The inside of the house is "primarily" my wife's domain and, trust me on this, things are worse there than outside, though no paint is peeling. BTW, painting on the inside is my responsibility and she helps, that isn't one of the issues. The problems inside the house are related to clutter. We simply have too much stuff for the room we have and we have plenty of room for most humans. That is to say, we need to get rid of stuff and declutter. My wife knows this and agrees with this. She also agrees that one of her primary mechanisms is to AVOID the problems at home by "road-trotting." She admits to being a shop-a-holic, though I am the first to brag on her bargain shopping abilities. They have saved us, and cost us, many a dollar over the years. But, frequent shopping also contributes to clutter.

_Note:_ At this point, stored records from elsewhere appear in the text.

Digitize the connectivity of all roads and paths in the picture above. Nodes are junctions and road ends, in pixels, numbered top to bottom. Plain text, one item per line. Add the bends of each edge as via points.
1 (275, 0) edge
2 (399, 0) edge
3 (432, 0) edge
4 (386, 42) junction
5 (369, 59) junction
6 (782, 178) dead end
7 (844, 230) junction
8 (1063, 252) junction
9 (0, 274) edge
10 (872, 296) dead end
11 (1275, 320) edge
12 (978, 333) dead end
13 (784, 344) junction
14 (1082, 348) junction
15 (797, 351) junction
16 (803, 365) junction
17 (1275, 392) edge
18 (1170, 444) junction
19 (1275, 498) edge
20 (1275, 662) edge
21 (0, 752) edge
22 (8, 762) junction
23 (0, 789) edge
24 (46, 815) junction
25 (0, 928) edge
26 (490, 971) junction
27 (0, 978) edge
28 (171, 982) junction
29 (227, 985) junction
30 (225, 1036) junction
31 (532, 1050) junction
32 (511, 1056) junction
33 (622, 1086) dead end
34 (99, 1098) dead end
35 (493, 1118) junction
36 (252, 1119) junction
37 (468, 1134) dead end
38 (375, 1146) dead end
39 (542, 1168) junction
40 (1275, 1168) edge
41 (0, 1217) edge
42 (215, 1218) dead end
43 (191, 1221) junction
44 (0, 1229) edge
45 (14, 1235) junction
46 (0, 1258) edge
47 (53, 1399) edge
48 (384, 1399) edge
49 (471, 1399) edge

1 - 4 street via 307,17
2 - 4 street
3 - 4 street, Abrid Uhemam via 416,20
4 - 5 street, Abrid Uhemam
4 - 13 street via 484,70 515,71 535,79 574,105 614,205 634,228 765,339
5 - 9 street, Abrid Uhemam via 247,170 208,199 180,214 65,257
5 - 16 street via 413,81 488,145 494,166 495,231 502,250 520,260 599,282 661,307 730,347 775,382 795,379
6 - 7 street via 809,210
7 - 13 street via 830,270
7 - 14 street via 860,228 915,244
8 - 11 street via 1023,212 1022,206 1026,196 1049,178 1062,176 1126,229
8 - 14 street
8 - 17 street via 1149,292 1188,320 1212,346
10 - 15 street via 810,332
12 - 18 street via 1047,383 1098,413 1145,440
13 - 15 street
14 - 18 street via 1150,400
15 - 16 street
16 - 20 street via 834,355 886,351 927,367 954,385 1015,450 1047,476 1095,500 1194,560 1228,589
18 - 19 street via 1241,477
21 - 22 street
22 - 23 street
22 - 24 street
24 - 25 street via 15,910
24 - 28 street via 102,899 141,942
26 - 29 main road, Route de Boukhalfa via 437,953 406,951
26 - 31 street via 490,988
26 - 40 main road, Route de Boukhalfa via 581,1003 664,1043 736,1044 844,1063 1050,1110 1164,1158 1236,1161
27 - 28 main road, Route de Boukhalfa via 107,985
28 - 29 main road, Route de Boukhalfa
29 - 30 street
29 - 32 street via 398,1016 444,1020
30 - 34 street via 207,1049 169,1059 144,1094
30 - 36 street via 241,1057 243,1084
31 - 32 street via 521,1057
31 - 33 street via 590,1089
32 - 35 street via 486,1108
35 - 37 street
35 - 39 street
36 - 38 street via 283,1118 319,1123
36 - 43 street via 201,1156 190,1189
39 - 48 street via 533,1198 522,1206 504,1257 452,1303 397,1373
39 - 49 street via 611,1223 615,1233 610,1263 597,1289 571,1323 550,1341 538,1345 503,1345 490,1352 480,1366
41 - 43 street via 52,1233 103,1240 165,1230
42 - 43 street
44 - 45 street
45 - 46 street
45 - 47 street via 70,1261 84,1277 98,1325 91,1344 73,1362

So, what can I do? Today, E's last day of school, we made the decision not to send him since it was a half-day and the teacher told us there wasn't anything happening anyway. Instead, we are going to take him by the school to pick up his belongings. MY decision was for ME to stay here and get yard work done. HER decision was for us to stop by the school, hit a restaurant for lunch, and then go up to Pilot Mountain to enjoy the view and take some pictures. OR go to the zoo or whatever else, as long as we ALL went SOMEwhere.
She just pulled out of the driveway. Supposedly, they are going to get his things and come back home. I would bet every tooth in my head (and I still have all of 'em) that she calls with a reason for them to stay gone, or maybe even to suggest that they come pick me up and I go with them. That latter is not likely as I am on the &*$% list right now for noncompliance. When I said I needed my time alone, this isn't what I meant, but I'll take it nonetheless. I will get something done and feel better about my home and myself. I will tell her, if she calls, that we really don't have the money to road trot right now because we have oppressive credit card debt and we eat out more than we eat at home. I will remind her of her recent verbal commitments to change with me, and that I will change *without* her if that is how it has to be because I MUST CHANGE in order to LIVE. I will say these things in the kindest way that I can, yet knowing that I will probably anger her and/or hurt her feelings.
I will do this... because I AM THE BAD GUY.